(Collected data entries)
============================================================

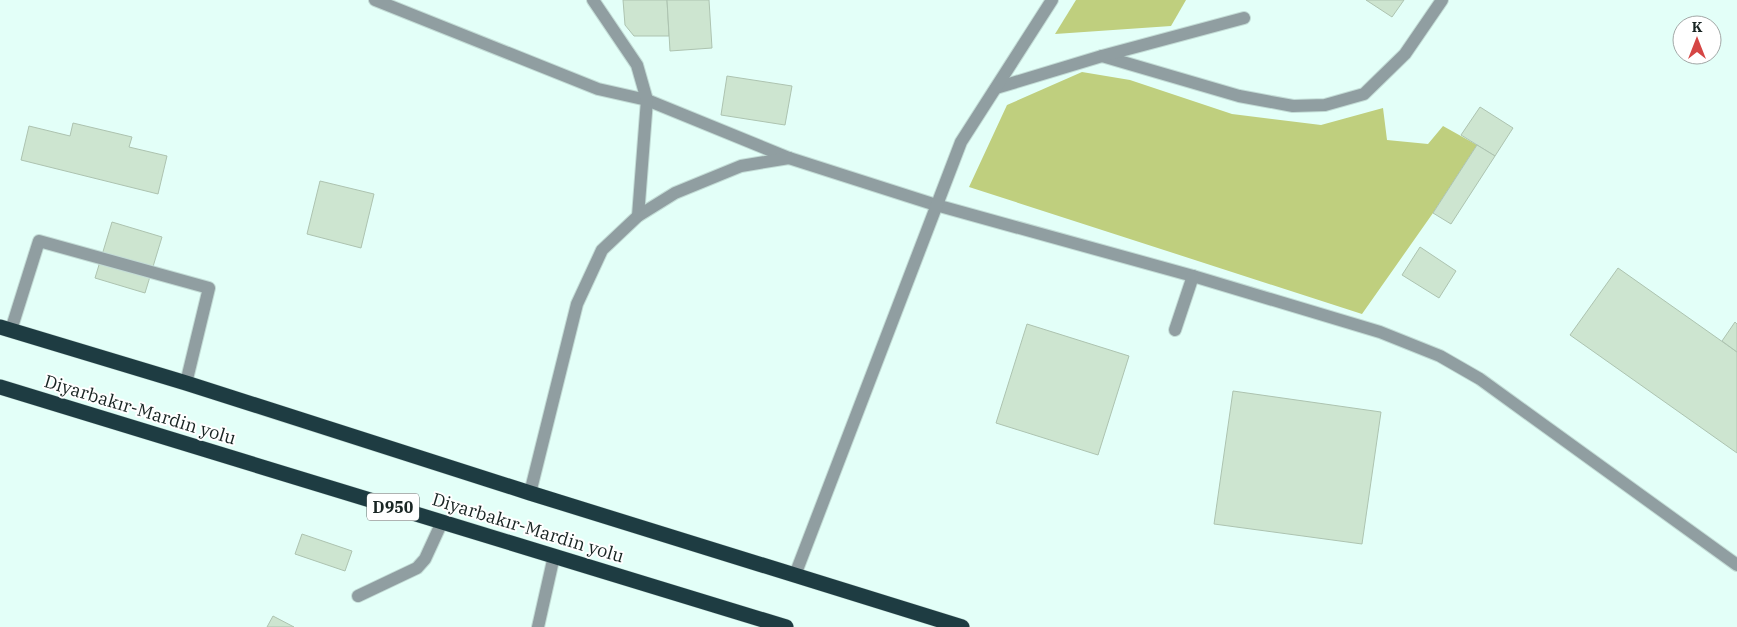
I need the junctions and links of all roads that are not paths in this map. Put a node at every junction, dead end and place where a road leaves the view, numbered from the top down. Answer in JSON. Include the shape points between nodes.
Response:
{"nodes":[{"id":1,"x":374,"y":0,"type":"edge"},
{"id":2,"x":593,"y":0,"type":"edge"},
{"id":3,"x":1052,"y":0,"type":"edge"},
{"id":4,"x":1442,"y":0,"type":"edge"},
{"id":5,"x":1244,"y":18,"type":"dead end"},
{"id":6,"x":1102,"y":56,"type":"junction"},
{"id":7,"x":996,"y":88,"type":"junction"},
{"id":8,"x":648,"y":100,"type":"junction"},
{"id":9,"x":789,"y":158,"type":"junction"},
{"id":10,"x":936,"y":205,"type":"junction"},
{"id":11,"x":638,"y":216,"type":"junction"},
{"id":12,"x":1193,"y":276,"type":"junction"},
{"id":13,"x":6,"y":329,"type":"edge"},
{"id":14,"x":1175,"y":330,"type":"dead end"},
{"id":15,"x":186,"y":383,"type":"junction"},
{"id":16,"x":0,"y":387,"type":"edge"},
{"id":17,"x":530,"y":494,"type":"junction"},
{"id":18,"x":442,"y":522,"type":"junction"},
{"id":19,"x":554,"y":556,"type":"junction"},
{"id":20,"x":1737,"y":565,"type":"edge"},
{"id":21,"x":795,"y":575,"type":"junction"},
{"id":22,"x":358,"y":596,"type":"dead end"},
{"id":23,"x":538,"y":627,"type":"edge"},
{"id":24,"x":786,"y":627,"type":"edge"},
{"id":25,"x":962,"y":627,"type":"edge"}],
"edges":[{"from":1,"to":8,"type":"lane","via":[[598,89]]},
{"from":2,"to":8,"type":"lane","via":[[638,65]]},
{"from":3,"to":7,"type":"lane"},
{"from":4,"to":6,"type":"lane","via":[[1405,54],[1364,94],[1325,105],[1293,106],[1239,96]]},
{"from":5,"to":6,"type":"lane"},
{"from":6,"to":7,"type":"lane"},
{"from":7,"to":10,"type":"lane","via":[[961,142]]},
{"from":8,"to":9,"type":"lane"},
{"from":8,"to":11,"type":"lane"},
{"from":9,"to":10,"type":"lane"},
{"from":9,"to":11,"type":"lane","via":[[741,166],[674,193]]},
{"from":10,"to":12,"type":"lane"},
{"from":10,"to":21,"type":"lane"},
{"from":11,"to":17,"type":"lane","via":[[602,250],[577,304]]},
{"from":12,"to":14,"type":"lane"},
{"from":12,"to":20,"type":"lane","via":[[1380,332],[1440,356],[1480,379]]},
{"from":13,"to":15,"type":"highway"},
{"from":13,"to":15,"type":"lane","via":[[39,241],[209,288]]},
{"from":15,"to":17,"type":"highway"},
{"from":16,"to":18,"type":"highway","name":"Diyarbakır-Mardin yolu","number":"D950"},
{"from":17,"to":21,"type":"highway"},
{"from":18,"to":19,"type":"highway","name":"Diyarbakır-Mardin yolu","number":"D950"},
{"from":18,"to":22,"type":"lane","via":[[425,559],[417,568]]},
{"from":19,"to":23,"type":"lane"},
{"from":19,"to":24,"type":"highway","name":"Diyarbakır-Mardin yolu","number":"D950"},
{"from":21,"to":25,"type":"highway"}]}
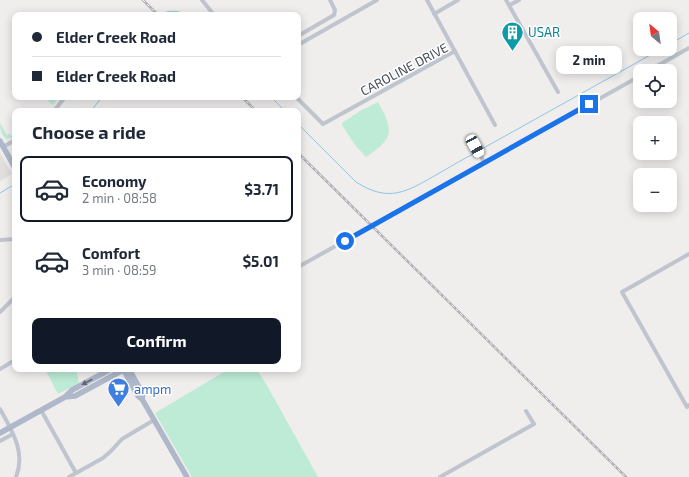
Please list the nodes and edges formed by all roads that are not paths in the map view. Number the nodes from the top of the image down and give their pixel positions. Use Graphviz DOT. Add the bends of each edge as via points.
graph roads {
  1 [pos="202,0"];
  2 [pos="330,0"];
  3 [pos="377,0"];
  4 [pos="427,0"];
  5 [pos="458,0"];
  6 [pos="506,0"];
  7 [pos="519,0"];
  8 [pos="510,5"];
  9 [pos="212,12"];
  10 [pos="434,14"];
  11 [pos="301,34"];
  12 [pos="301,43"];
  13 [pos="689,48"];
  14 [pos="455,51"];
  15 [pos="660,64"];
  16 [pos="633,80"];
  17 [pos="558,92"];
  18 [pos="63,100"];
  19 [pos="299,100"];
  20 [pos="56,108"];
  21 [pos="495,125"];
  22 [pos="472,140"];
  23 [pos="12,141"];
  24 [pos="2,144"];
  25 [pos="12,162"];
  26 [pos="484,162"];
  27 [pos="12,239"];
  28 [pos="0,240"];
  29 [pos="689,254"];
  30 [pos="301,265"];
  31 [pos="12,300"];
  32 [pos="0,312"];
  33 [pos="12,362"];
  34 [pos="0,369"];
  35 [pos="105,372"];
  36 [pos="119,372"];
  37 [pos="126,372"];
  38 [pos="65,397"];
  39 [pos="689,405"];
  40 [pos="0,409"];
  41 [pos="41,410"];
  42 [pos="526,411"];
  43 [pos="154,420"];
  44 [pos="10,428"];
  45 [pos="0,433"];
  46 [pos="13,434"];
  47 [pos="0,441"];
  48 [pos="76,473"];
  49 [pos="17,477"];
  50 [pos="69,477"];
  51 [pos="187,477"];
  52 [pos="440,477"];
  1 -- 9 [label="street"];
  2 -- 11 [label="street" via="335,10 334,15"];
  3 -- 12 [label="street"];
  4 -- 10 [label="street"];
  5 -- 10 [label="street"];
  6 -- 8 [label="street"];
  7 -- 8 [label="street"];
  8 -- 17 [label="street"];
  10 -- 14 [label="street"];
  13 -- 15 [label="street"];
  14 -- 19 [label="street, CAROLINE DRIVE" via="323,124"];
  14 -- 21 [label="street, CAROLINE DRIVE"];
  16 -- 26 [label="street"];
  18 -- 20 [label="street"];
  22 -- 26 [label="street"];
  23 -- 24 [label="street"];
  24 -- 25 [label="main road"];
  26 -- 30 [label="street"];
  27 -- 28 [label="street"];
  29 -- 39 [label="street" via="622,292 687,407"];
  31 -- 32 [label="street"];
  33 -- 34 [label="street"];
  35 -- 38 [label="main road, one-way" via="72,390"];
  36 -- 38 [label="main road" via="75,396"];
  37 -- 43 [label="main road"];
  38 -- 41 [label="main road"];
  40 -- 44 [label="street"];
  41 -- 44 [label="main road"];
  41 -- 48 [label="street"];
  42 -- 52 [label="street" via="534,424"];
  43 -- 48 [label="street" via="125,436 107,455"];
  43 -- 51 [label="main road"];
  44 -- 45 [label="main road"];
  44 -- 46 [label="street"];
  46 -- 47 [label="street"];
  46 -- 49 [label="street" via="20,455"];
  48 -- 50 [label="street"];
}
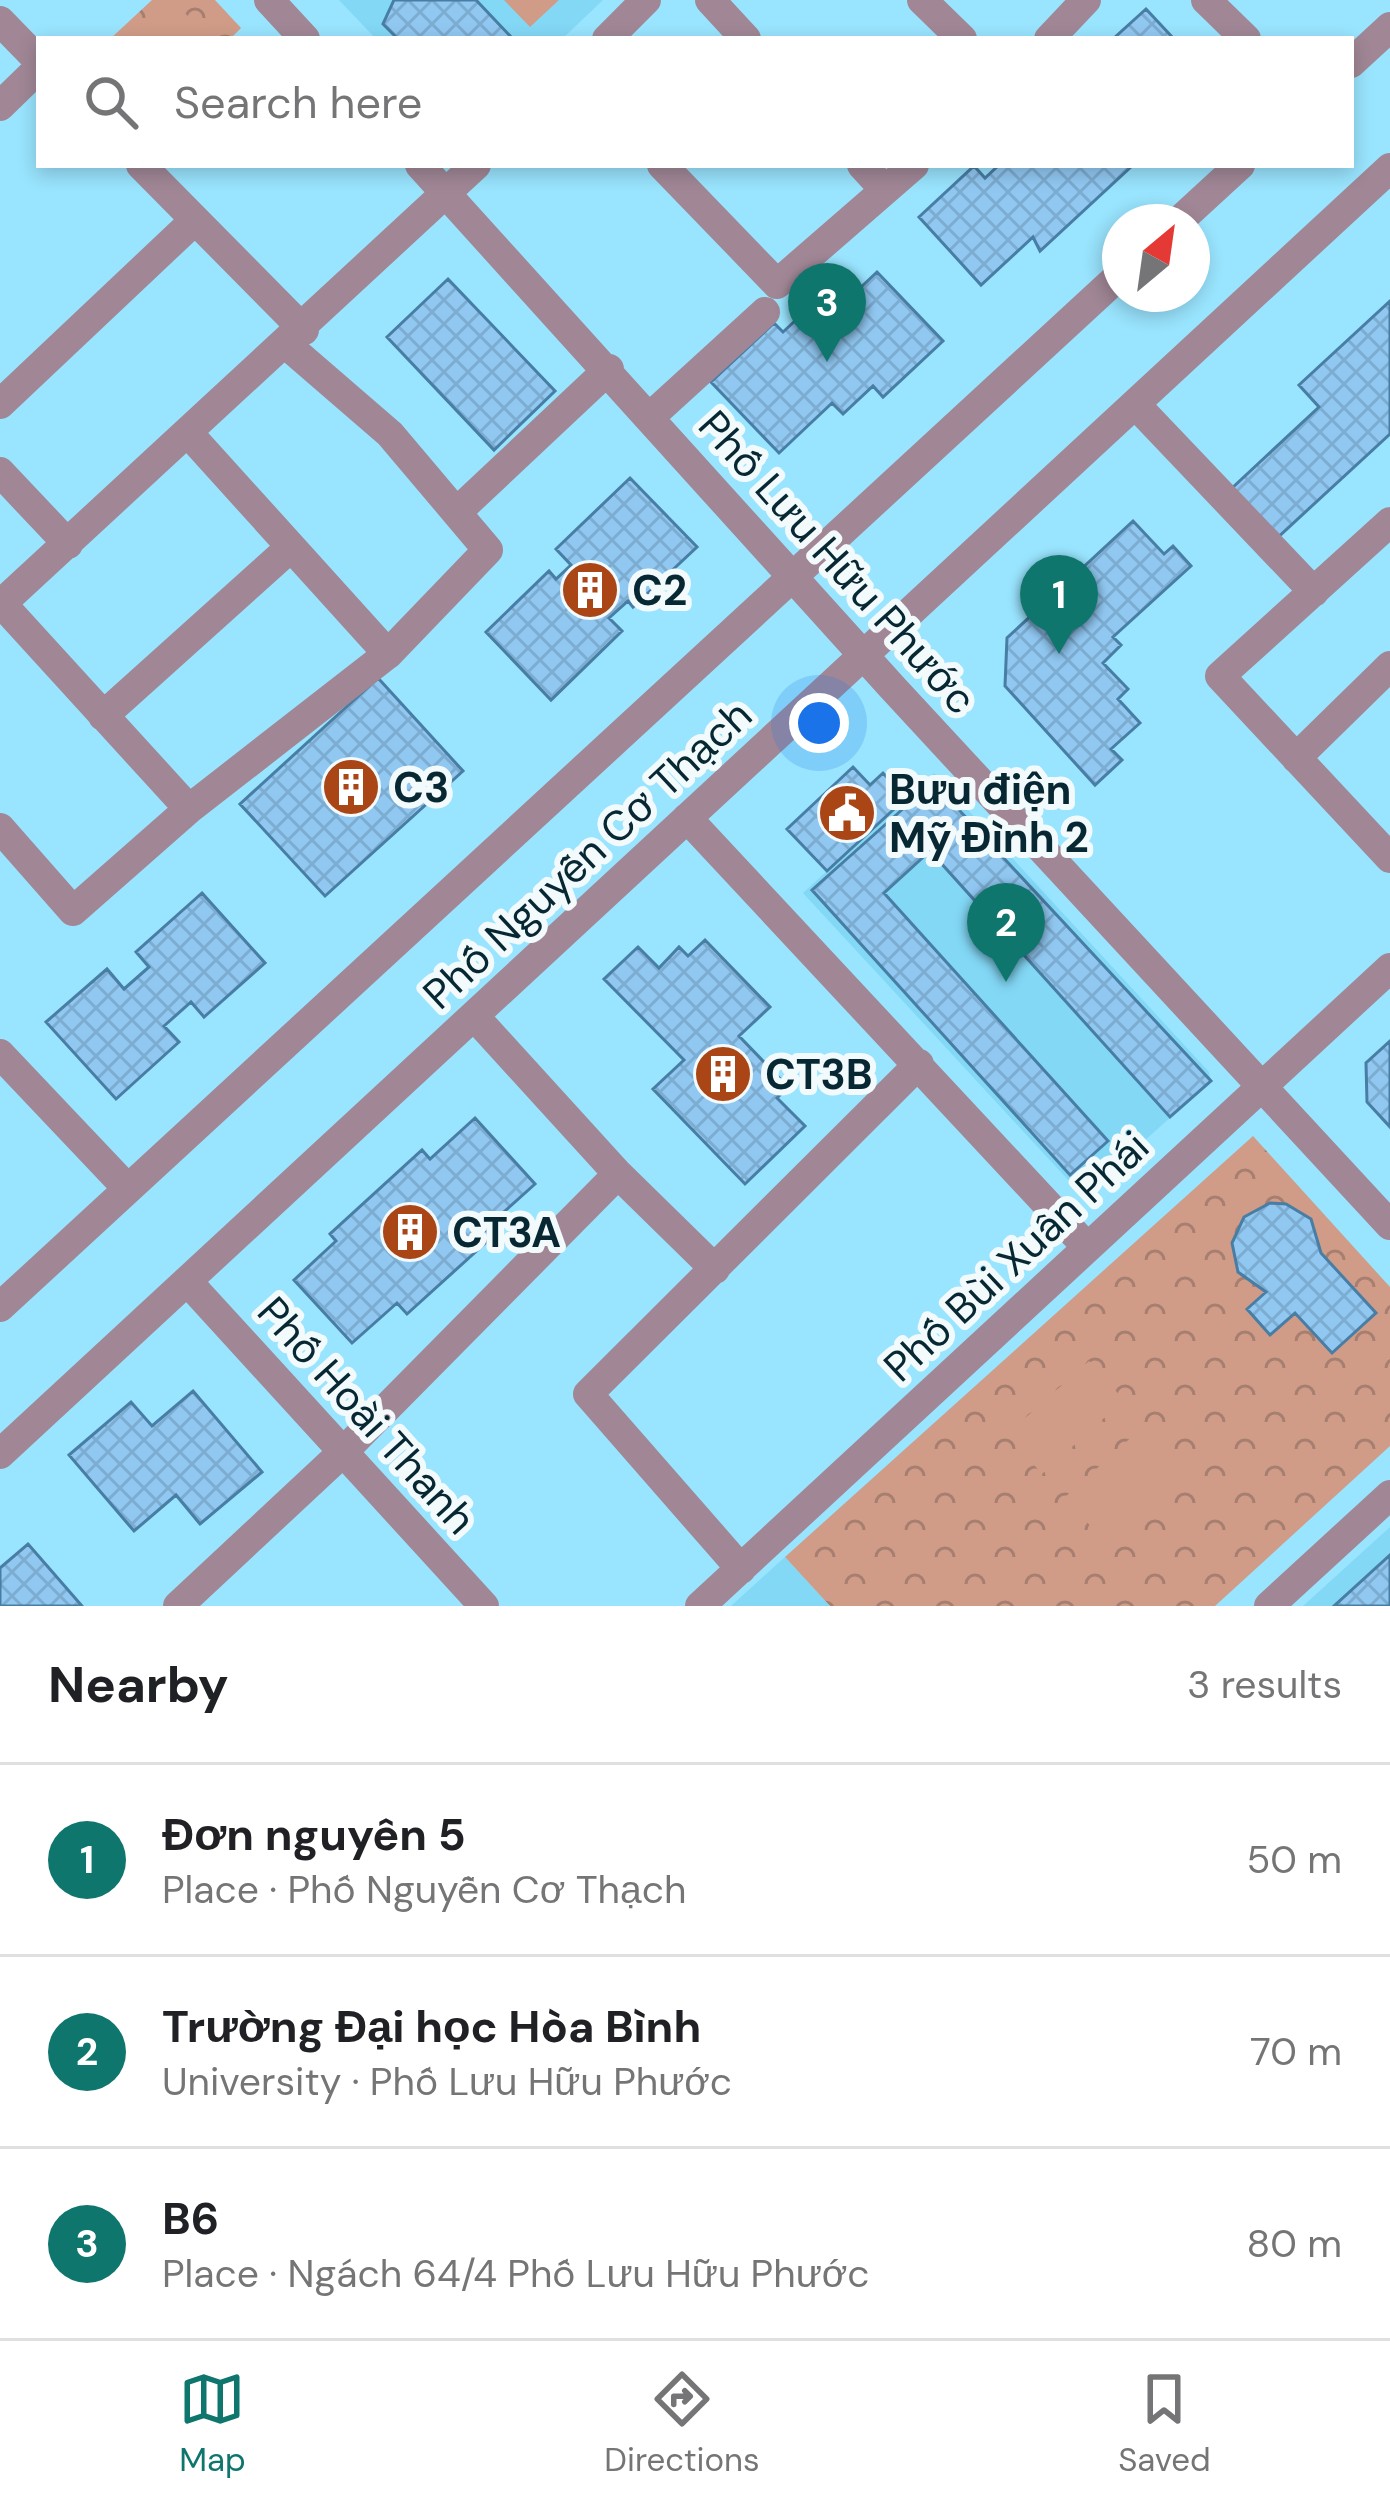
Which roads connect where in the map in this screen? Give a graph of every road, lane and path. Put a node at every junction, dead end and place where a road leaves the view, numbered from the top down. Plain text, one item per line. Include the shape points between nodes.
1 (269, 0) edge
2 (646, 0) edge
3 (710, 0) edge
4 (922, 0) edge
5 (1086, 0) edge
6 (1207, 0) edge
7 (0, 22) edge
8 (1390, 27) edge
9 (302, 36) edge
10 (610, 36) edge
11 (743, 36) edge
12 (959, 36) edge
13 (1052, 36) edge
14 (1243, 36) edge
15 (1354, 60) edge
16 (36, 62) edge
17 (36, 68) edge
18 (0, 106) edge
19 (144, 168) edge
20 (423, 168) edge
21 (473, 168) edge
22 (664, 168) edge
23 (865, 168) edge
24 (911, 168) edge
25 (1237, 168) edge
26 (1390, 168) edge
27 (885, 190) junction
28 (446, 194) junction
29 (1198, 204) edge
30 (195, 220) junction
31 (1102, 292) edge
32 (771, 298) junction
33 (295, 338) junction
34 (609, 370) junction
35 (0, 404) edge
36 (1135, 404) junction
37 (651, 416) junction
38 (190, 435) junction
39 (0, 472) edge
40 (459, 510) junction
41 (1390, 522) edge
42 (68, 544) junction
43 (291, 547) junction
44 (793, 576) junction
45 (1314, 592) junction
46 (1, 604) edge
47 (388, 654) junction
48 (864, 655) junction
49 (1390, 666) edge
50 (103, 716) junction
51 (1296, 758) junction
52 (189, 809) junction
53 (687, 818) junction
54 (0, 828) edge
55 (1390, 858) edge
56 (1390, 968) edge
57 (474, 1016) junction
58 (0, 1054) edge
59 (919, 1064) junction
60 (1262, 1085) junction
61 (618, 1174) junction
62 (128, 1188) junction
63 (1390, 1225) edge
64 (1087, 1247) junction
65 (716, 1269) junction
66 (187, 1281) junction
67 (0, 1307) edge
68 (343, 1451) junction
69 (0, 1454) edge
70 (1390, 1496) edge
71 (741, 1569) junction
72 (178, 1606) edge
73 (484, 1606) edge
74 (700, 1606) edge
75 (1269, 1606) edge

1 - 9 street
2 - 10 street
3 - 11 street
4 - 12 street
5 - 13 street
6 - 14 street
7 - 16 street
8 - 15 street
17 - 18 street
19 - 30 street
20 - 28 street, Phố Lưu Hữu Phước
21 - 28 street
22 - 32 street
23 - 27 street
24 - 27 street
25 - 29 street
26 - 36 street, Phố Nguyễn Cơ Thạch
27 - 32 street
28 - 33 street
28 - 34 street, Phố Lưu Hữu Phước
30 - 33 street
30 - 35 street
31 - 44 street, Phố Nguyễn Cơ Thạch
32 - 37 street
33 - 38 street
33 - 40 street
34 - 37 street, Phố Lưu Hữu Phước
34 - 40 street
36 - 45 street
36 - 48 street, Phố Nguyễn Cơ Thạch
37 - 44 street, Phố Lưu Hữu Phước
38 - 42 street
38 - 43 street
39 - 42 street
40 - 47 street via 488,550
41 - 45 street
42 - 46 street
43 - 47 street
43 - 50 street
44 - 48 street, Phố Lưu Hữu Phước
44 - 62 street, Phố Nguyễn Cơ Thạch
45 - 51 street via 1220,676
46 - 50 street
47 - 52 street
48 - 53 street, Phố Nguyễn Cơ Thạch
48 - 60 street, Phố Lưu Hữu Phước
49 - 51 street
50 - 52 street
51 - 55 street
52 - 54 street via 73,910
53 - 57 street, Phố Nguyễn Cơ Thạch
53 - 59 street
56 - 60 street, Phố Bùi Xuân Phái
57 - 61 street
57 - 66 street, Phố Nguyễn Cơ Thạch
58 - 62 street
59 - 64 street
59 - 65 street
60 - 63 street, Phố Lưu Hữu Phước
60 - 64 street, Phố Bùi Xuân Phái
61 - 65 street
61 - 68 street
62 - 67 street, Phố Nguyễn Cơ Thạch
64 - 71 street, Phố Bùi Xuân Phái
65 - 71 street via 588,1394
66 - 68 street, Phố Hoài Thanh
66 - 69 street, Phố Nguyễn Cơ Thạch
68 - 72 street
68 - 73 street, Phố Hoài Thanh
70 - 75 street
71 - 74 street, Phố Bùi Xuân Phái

============================================================

_Exercise aim_
A single number is requested: the count of lines in the data that hold "Phước".

_Expected answer_
7